======== Data to use

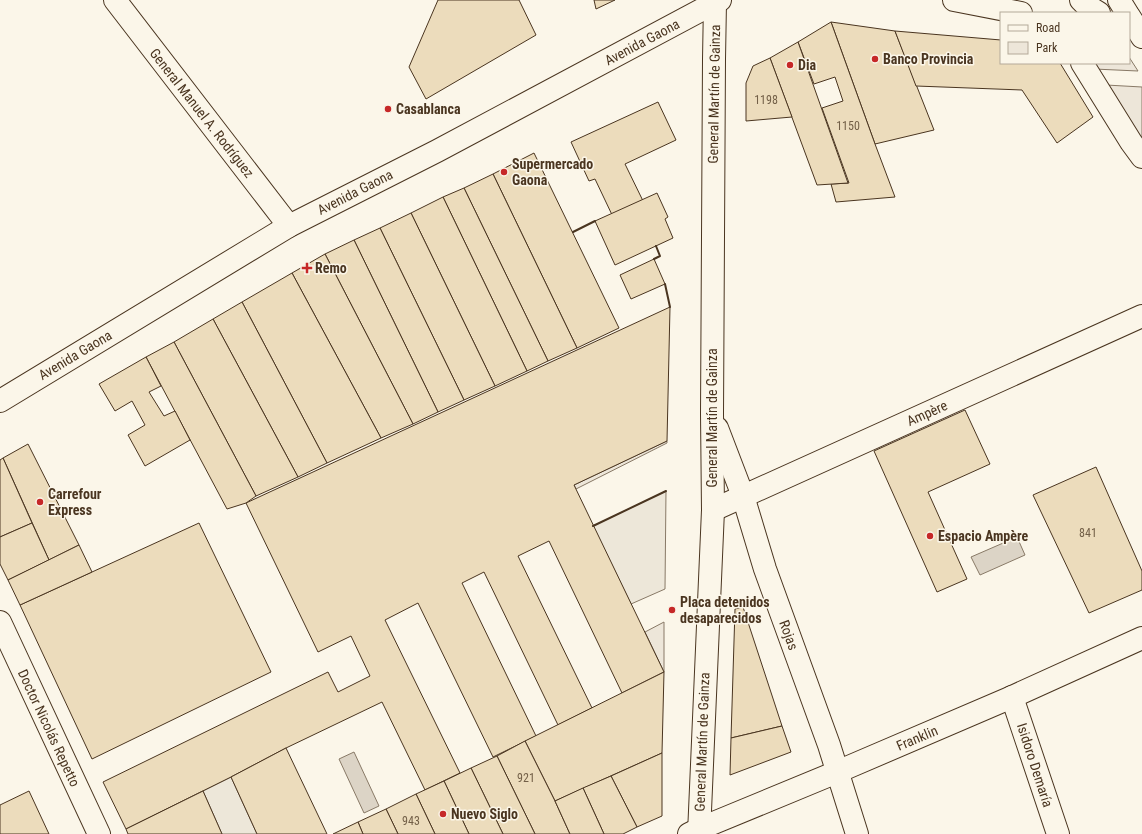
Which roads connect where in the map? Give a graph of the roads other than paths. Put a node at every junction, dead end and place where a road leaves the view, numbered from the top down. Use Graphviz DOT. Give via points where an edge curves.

================
======== Data to use

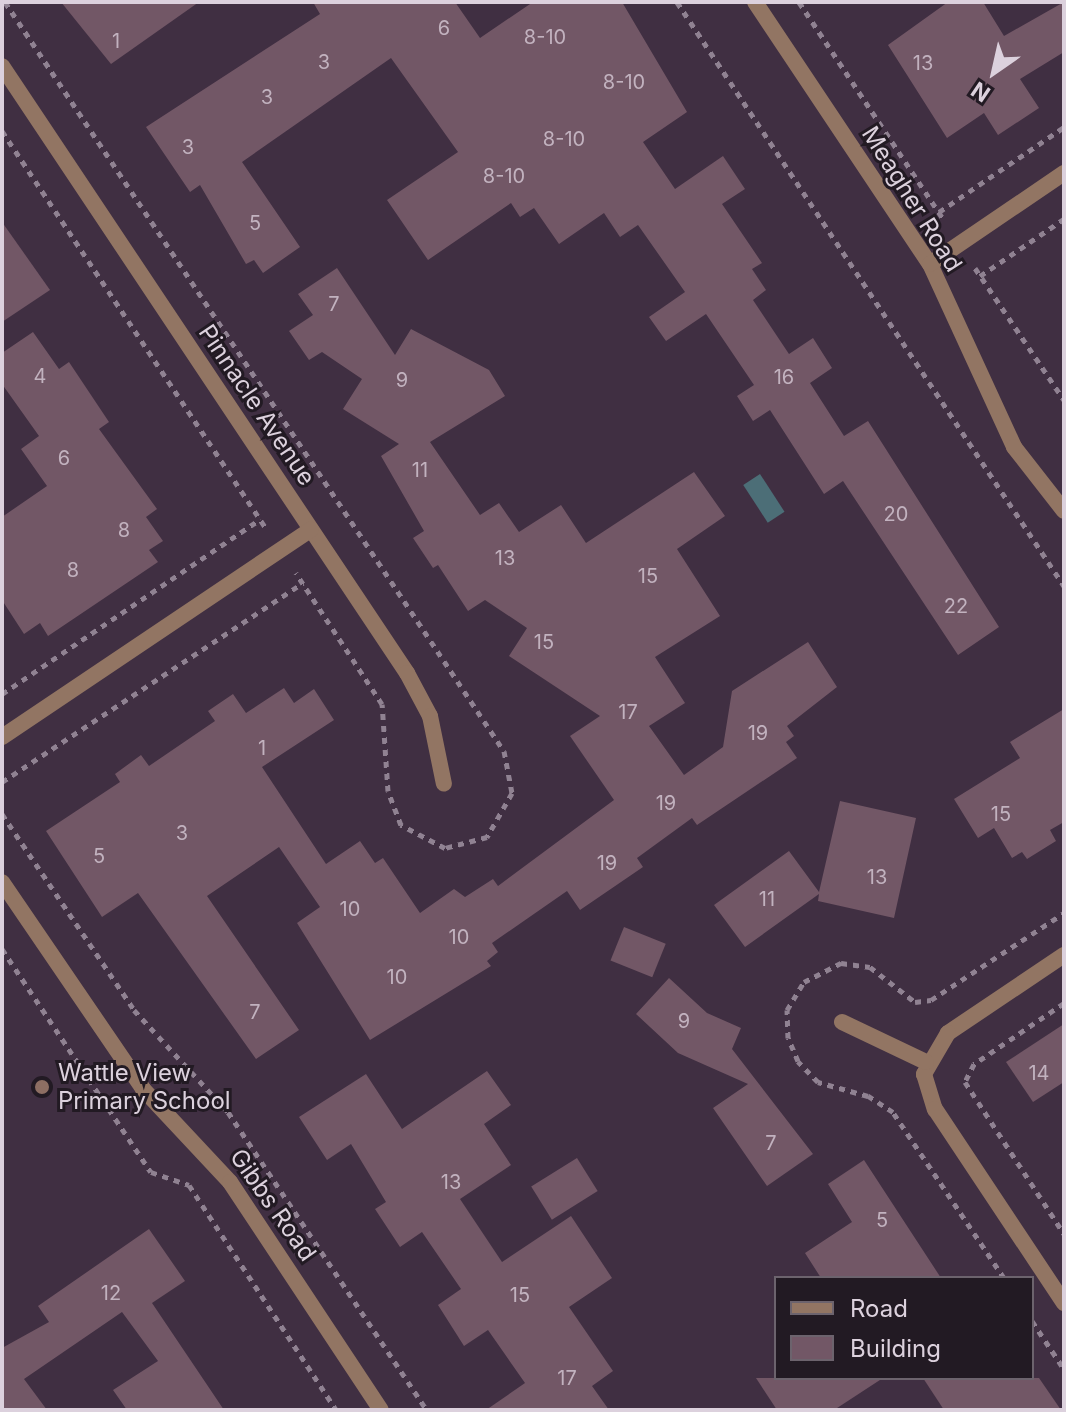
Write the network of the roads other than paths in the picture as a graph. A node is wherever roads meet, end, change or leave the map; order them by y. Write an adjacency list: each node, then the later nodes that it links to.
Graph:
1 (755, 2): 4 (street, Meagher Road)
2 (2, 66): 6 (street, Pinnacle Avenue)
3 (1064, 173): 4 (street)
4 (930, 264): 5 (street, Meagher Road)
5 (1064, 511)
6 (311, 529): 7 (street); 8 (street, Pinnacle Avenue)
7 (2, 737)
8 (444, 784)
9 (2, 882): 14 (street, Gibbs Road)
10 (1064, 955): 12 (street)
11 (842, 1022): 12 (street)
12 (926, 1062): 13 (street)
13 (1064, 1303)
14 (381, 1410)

================

_Problem to work on:_
Scan the material above for the string "paths", returning each line that contains it.

_Solution to this task:_
Which roads connect where in the map? Give a graph of the roads other than paths. Put a node at every junction, dead end and place where a road leaves the view, numbered from the top down. Use Graphviz DOT. Give via points where an edge curves.
Write the network of the roads other than paths in the picture as a graph. A node is wherever roads meet, end, change or leave the map; order them by y. Write an adjacency list: each node, then the later nodes that it links to.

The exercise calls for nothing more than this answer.